Pastor prayer gatherings focus on reconciliation, revival

When Terry Wayne Brooks first came to San Diego from the Midwest where both he and his father were preachers, he was taken aback by how isolated the region’s churches seemed.

“I felt a disconnect, culturally,” he said, adding that the churches in the nation’s mid-section were more unified and had a history of working well together.

“There was no discord or ill feelings here,” said Brooks, senior pastor of Bayview Baptist Church. “I just don’t think anyone saw the need.”

He wasn’t alone. Pastors Miles McPherson of Rock Church, A.B. Vines of New Seasons Church, and others felt the same and, after they came together for a lunch earlier this year, they decided to call pastors together for a prayer meeting.

The July gathering at Bayview was just worship and prayer, and a lot of connecting with new faces as the hosts asked the 200 or so pastors and ministry leaders to sit with people they didn’t know.

“As pastors we have to come together so churches can see we are one body, united together,” Brooks said. “When your body is working together you feel better and that is how it should be with the body of Christ.”

A second meeting has now been scheduled for 10 a.m. to noon Oct. 16 at Rock Church’s El Cajon campus.

McPherson said the idea for the meetings is to help usher in a season of racial reconciliation and revival.

“This can only happen if pastors know each other and prayer together: therefore our goal was to create an opportunity to do just that,” McPherson said. “Pastors realize that this nation is in need of racial reconciliation and spiritual revival. However, before we can call on our congregations to walk in racial unity and effectively pray for revival, we need to do it ourselves.

“God is simply telling me to gather pastors together in order to be reconciled to one another and He will take care of the rest.”

Thomas Bush, a local leader in prayer ministry, said he believes the latest prayer and revival effort has ties to ongoing prayer and ministry efforts in the county.

“There is a good number of pastors meeting to pray on a monthly basis,” Bush said. “The groups are relatively small and attendance is irregular. The July prayer meeting was a wonderful, open expression of leaders praying that drew pastors and ministry leaders together in a new, unified and revival-focused manner.”

Although there have been smaller pockets for prayer and networking in San Diego, McPherson said there seems to be an increased urgency in the hearts and minds of Christians across the region.

“I do believe that people are sensing the need to be right with God and I think it is the Holy Spirit revealing to people the potential consequences of the deteriorating moral standard of our nation,” the Point Loma pastor said.

Brooks said the timing of the July meeting came right after the U.S. Supreme Court ruled that same-sex marriage was constitutional.

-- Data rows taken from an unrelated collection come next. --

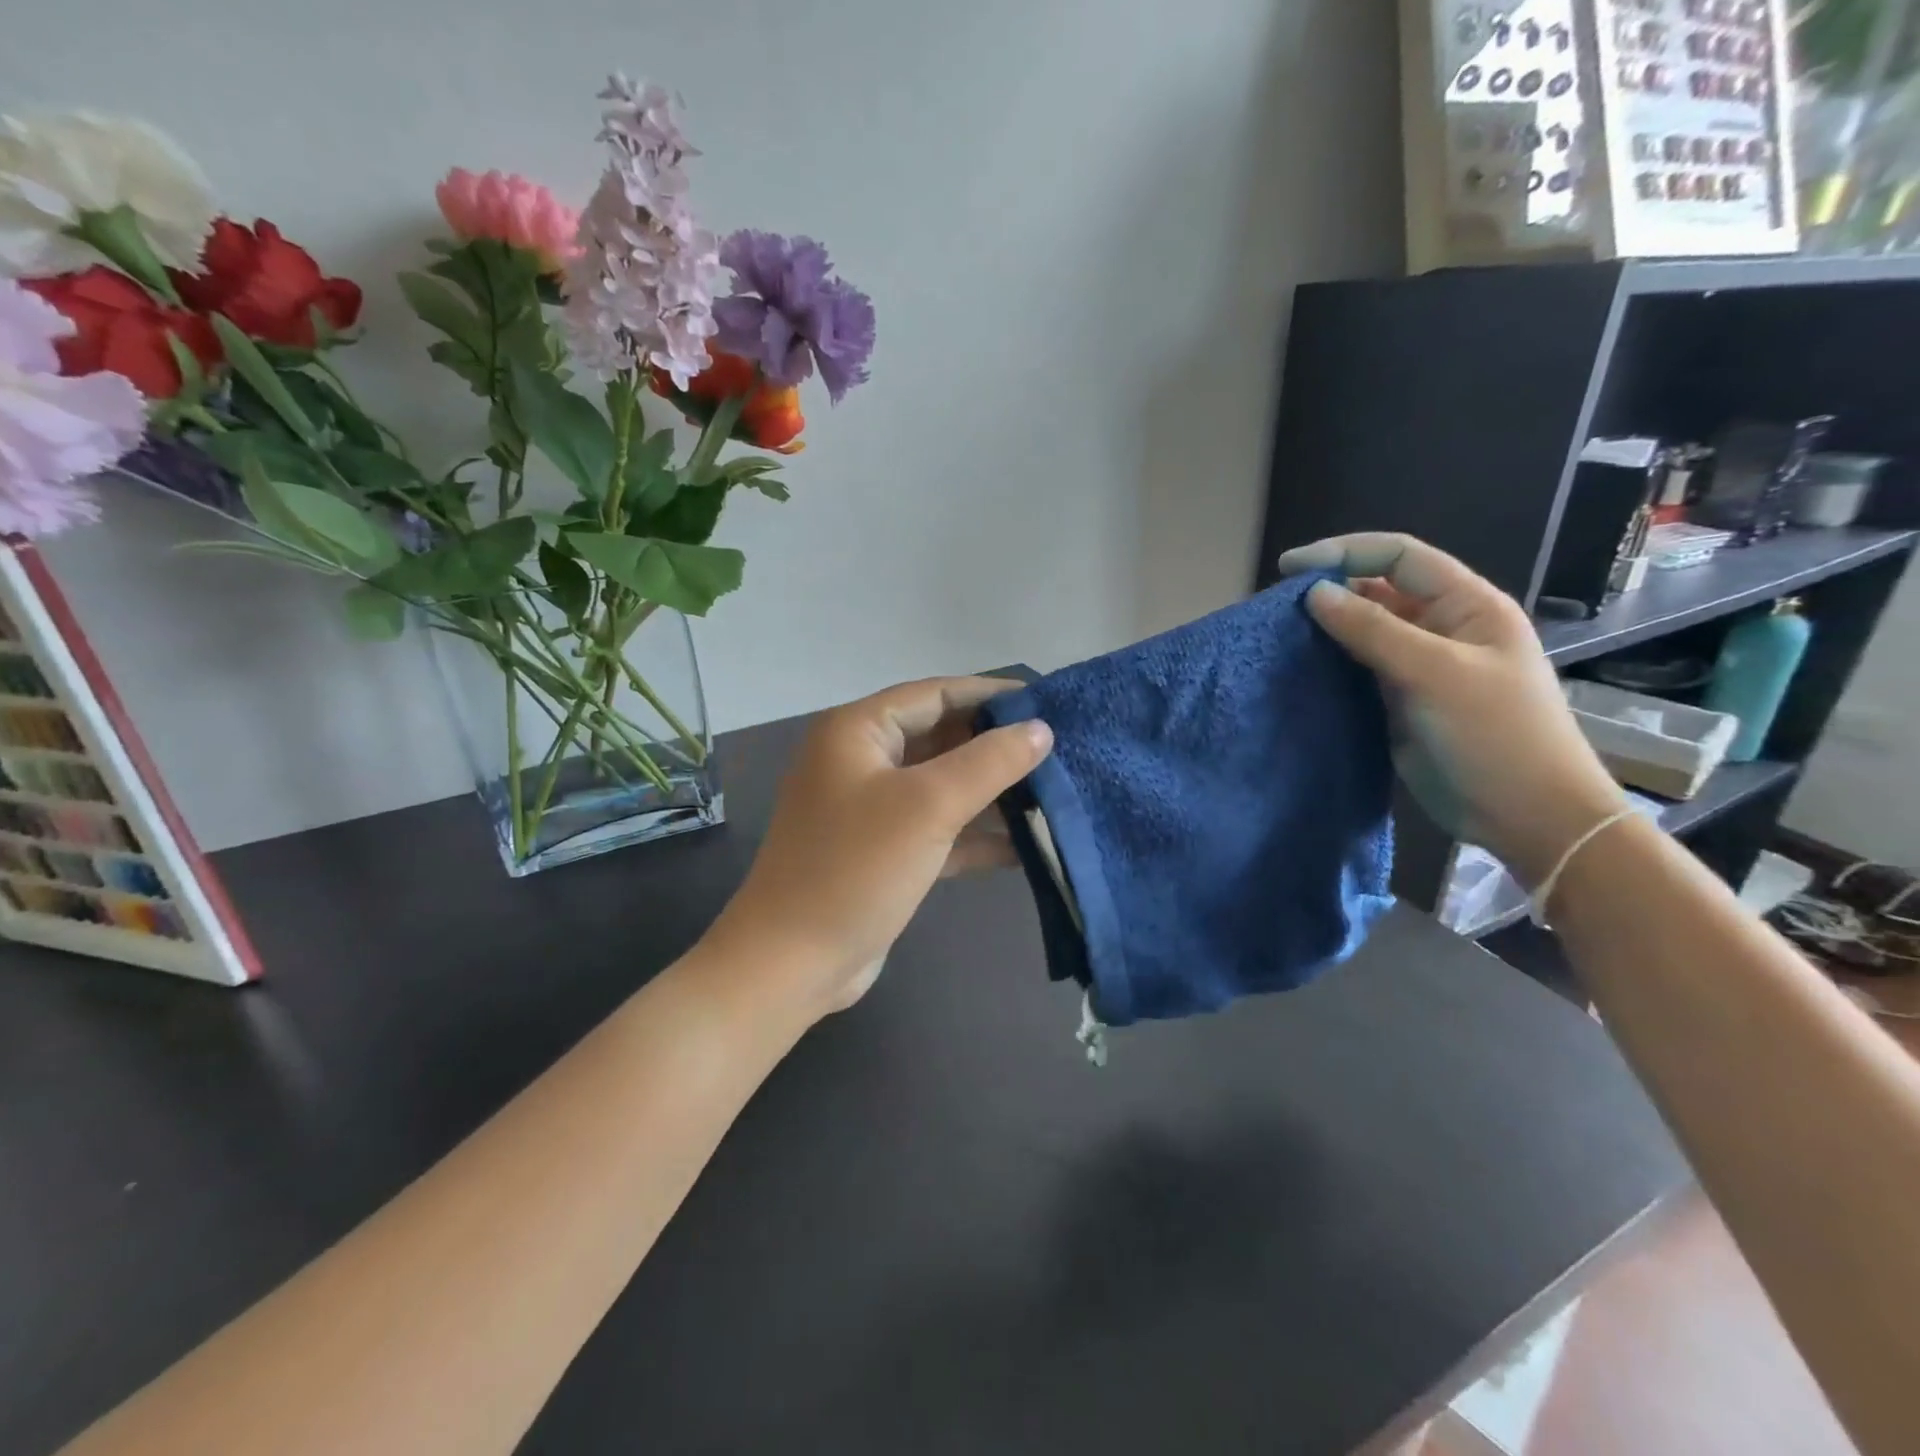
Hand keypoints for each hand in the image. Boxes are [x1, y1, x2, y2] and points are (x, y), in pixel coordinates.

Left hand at [712, 677, 1052, 1016]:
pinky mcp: (884, 852)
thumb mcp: (928, 806)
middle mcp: (861, 761)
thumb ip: (990, 762)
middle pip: (941, 738)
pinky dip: (976, 835)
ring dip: (992, 793)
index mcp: (858, 731)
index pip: (936, 694)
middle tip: (1059, 751)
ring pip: (942, 786)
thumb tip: (1041, 729)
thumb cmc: (857, 868)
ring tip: (1054, 794)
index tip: (1049, 703)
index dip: (992, 695)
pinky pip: (938, 829)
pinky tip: (1027, 845)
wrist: (792, 963)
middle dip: (997, 747)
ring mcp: (871, 809)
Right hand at [1277, 533, 1626, 885]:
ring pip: (1364, 631)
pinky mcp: (1400, 701)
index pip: (1399, 557)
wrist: (1525, 816)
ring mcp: (1420, 666)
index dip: (1345, 553)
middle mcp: (1441, 628)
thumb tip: (1315, 593)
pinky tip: (1299, 667)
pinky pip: (1358, 669)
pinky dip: (1329, 663)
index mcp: (1466, 605)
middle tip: (1276, 607)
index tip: (1289, 569)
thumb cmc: (1494, 734)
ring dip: (1326, 628)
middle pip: (1378, 590)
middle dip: (1330, 590)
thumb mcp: (1435, 673)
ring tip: (1279, 634)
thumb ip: (1373, 629)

The decision, he said, created some unsettledness among many of the pastors.

“My hope for the future is that we, as brothers, will just come together more than when we feel there is a pressing need,” Brooks said.

Bush said he believes the pastor’s gatherings have the potential of sparking a “potentially large fire of unified prayer, ministry and revival.

“A fire could be kindled from the sparks,” he said. “What happens depends on the leaders continuing to stoke the fire and … God’s response.”

 

Doing better

Beyond reconciliation and revival, Brooks said his dream is that churches would come together in more practical ways, adding that area congregations are making good strides in the community but, with a united front, the rewards could be multiplied exponentially.

“If we could just find a way to change the culture and not stand in our own corner of the world, we could do a whole lot better,” he said. “Our ‘good’ could become better.”

To do so, he added, requires personal soul-changing revival among believers, not the soul-saving meetings we’ve come to know as “revivals.”

“You can only revive what has life, and is now losing life,” he said.

If that’s done, he vows that the region will “wake a sleeping giant so that the church will become the church once again.

“It’s not the world being the world, it is the church not acting like the church. We need to take our right place inside the culture and history.”

He likened it to the success of basketball legend Michael Jordan.

“As great as he was he never would have won a championship without a team,” Brooks said.

“We need to put down our titles and put down our degrees and get back to the main thing, and that is when people see us working they need to see God working. When they hear us they need to hear from God. When they see us engaging, they need to see God embracing.”